Posthumous tributes included the naming of a "Teodor Mazilu Street" in Bucharest's Rahova neighborhood, officially designated as such in late 1995. The period also witnessed various attempts to make Mazilu's work reach new audiences. As such, Dominic Dembinski's production of Proștii was taped for TVR 1 in summer 1998, with Florin Zamfirescu and Mitică Popescu among the leads. In 2001, Mazilu's poetry was released in a Romanian–French bilingual edition, with translations provided by Philippe Loubière. The launch was attended by Mazilu's daughter Ioana, with recitations provided by the veteran actor Ștefan Radof.

Writing in 2000, Cosașu declared his "mounting unease" at having to explain to his contemporaries why Mazilu's "excruciating lyricism" had remained relevant. Also then, Cosașu argued that Alexandru Boiangiu remained "one of the few directors in Bucharest who still know who Teodor Mazilu was, is, and will be." This observation did not mean that Mazilu was never taken up by post-communist theaters, but that the few reprisals of his work presented as "idiotic" readings. The same was argued in 2002 by critic Răzvana Niță, who believed that Mazilu was ignored by those who only saw him as the author of Aesopian hints, which had lost their relevancy after 1989, and instead treasured by those who believed him to be "from the realm of shenanigans", devoid of any deeper meaning. Niță only reserved praise for a "clean" production of Proștii sub clar de lună, done in 2002 by Teatrul Union (with Anca Maria Colțeanu as director, and Pavel Bartoș as Emilian).
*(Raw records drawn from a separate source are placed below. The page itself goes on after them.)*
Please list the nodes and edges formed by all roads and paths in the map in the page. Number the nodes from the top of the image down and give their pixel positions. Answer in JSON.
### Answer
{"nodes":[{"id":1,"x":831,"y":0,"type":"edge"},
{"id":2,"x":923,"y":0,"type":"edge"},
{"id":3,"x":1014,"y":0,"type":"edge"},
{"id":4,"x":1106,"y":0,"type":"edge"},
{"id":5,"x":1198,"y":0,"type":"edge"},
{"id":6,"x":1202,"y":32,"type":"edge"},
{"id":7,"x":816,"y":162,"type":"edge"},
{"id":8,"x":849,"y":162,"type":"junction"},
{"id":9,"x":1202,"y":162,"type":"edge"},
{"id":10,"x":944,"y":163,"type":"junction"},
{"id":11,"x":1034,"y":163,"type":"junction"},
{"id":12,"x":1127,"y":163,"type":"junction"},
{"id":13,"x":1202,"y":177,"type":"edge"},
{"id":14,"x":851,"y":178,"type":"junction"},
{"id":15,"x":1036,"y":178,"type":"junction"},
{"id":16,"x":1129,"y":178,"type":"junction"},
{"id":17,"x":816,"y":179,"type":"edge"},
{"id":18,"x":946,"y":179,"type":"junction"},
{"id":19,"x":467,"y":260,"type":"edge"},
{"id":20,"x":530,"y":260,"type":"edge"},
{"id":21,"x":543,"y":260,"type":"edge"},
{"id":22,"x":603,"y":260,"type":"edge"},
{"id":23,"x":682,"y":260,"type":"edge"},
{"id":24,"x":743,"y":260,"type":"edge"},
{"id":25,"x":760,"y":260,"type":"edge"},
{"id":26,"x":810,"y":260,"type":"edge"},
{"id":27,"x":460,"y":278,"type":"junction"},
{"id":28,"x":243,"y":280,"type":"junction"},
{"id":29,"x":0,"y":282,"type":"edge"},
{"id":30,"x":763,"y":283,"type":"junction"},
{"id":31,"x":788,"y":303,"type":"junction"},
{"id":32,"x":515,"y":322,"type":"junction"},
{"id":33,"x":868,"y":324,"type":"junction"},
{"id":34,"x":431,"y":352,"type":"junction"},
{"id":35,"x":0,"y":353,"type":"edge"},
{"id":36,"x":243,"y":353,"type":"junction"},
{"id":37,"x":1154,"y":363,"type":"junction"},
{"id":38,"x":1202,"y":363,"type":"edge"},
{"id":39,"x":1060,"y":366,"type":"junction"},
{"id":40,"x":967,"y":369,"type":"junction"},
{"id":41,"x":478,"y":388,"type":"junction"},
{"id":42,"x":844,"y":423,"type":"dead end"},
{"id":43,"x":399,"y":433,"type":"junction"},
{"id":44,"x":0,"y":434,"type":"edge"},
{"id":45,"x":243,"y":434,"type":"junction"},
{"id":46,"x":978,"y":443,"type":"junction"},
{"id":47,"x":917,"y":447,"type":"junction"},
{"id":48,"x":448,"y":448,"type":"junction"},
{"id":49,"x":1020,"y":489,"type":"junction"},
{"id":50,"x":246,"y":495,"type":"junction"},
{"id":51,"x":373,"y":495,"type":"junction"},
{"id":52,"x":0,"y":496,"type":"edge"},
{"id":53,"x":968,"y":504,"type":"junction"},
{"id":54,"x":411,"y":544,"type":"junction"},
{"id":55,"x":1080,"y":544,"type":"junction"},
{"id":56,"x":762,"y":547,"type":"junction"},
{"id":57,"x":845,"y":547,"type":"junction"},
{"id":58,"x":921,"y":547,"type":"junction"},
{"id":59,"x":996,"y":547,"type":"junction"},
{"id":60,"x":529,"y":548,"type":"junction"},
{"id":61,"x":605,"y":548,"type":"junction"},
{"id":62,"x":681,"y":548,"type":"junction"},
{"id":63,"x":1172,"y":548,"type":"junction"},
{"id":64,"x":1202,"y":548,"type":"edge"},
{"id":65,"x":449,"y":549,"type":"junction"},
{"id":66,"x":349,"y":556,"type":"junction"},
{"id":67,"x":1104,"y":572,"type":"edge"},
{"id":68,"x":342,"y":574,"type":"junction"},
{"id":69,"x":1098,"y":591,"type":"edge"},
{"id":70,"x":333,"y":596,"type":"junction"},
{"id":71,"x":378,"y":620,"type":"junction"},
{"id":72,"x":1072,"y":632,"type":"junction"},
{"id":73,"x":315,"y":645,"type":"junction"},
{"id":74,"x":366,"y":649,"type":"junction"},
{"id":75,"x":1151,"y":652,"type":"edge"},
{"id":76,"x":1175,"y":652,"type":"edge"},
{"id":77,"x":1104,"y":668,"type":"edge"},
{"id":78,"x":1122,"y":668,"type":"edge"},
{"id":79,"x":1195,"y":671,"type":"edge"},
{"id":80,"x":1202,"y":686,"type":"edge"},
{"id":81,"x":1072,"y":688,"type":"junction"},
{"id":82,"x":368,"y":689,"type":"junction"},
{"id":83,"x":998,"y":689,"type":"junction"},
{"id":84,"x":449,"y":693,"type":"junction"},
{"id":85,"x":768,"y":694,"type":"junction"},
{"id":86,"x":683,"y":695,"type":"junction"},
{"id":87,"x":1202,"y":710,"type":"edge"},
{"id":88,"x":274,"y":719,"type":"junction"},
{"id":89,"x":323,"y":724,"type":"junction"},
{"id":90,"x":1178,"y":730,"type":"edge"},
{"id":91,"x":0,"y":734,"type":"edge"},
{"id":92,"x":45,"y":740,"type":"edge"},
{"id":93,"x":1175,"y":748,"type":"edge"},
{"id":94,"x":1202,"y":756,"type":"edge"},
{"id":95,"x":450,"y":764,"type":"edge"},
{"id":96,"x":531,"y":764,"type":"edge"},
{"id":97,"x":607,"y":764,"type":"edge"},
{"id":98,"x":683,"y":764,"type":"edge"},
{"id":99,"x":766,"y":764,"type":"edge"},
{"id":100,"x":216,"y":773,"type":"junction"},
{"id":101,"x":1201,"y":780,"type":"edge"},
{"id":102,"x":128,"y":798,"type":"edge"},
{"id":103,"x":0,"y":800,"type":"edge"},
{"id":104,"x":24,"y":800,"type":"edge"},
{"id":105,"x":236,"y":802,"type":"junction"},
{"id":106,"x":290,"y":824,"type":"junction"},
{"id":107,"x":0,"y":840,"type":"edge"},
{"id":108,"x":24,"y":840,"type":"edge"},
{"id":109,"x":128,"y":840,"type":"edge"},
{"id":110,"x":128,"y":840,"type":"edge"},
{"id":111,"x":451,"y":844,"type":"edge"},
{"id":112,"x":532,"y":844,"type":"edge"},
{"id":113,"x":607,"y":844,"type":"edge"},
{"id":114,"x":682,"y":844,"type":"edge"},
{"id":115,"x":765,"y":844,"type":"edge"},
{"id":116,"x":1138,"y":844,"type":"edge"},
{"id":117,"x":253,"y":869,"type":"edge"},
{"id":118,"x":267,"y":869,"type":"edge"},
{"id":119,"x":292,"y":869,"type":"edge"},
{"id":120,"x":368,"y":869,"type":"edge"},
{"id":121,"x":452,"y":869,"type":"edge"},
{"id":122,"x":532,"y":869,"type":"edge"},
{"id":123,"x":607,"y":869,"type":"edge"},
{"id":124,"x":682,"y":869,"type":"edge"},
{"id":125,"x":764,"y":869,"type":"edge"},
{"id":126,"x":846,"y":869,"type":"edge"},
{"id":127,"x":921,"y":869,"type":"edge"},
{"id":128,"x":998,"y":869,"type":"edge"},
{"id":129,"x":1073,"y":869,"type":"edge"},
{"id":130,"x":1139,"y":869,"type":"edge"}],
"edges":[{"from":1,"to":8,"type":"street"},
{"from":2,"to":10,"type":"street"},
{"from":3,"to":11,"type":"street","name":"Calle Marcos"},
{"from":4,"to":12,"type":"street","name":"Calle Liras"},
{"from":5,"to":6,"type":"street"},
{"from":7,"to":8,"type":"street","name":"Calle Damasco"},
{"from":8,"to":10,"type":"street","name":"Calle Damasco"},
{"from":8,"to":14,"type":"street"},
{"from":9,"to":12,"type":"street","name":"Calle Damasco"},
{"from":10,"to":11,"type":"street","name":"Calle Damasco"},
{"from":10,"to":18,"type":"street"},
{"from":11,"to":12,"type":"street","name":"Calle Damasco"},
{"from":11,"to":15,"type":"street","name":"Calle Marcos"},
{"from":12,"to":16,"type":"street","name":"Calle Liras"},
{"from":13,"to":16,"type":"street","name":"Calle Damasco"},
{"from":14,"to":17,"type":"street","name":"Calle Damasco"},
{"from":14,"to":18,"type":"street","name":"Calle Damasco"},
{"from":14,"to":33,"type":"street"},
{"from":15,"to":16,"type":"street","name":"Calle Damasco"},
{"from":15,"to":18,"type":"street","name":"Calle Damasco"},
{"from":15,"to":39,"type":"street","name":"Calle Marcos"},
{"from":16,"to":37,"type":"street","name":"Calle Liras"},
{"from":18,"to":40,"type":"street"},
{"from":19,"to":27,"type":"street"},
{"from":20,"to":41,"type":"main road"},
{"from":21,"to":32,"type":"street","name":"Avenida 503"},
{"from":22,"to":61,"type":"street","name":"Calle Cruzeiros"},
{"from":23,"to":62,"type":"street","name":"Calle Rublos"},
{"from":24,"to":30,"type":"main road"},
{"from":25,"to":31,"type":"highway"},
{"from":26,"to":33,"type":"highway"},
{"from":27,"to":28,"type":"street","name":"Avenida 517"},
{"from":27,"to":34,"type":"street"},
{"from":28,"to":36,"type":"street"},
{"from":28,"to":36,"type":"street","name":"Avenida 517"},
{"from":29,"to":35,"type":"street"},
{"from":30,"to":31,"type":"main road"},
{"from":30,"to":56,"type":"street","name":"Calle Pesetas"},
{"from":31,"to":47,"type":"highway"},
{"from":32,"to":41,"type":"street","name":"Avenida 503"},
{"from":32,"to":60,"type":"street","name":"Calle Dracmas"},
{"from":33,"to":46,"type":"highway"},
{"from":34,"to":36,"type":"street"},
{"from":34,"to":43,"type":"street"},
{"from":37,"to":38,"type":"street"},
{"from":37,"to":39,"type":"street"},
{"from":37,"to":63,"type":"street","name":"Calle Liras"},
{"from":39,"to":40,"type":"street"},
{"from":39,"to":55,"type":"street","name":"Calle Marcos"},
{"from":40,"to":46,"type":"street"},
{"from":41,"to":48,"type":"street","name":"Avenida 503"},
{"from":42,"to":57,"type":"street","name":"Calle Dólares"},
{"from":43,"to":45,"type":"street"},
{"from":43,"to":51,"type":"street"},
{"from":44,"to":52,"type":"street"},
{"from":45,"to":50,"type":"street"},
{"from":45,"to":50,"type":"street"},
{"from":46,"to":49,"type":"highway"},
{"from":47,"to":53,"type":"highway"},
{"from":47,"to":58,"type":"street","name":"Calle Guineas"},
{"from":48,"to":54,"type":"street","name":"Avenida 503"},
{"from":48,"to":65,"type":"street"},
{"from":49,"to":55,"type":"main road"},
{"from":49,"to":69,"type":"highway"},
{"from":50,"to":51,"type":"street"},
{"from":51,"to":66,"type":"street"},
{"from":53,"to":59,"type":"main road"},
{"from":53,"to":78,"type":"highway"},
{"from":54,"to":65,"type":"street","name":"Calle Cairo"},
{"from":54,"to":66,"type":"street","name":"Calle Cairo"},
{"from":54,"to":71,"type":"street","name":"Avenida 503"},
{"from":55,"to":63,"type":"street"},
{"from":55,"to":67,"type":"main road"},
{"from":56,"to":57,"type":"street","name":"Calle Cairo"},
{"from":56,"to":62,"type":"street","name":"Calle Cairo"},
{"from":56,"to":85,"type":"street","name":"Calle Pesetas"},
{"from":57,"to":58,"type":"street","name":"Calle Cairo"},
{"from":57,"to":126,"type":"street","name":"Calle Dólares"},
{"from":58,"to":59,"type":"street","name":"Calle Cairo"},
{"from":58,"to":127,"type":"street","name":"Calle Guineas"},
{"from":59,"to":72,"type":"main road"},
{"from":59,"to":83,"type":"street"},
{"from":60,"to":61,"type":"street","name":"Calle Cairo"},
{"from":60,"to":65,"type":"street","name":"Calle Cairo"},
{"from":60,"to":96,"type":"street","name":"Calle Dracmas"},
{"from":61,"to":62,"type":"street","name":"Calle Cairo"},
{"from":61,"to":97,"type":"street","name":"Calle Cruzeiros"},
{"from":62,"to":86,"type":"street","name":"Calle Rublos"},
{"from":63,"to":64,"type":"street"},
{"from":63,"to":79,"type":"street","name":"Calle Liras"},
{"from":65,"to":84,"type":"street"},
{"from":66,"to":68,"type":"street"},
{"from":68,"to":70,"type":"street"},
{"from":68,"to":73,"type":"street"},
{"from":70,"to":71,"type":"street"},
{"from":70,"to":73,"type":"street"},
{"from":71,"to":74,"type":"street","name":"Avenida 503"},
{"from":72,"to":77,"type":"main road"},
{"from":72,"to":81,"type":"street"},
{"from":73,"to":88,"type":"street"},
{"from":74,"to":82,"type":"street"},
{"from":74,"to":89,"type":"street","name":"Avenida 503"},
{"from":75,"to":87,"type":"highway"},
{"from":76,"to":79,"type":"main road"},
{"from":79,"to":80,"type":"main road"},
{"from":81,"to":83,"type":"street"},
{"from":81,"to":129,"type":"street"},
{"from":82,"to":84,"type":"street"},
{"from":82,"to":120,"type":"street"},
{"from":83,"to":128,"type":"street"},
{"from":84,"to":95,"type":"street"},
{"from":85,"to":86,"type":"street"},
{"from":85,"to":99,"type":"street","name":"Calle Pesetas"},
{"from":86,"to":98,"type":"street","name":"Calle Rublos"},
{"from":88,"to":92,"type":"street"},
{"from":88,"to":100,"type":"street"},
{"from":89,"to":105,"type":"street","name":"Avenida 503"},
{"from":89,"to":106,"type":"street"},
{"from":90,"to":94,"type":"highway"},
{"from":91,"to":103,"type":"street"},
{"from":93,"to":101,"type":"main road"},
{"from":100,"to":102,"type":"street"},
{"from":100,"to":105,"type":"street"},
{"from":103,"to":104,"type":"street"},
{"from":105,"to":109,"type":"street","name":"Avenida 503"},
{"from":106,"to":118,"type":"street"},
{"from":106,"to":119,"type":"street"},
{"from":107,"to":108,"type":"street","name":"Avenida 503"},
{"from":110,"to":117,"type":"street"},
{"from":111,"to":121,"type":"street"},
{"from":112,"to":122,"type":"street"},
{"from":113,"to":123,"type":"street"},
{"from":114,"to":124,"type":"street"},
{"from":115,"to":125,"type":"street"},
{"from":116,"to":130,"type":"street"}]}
Candid Stoica condensed and stylized his account of the Mazilu–Chiuaru relationship in a play, Dosarul curvelor ("A Dossier on Whores"); the title alluded to Chiuaru's allegations about other actresses. It was first published in early 2009, receiving a bad review in Luceafărul (which registered it as a stage version of "cheap TV entertainment"). The Strihan interviews were reissued in 2013, being welcomed by Natalia Stancu for their relevant commentary on "nihilism" and the specificity of works by Eugène Ionesco. In 2022, there was a new edition of Mazilu's essays and football journalism at Charmides of Bucharest, which also included a dialogue between Ioana Mazilu and playwright Matei Vișniec. Columnist Cristina Manole observed that Mazilu himself had by then fallen "into the shadows and oblivion of an unjust posterity." She added: "All the texts comprised in Ipocrizia disperării still hold one's attention today through the depth of their analyses and proposed themes—whether dealing with simplicity, communication, the prejudice of fantasy, habit, misanthropy, or aesthetic taste." In 2025, critic Iulia Popovici described a rebirth of interest in Mazilian comedies, coming from "a new generation of directors", and also described Mazilu as a likely influence on the work of a young dramatist, Radu Horghidan.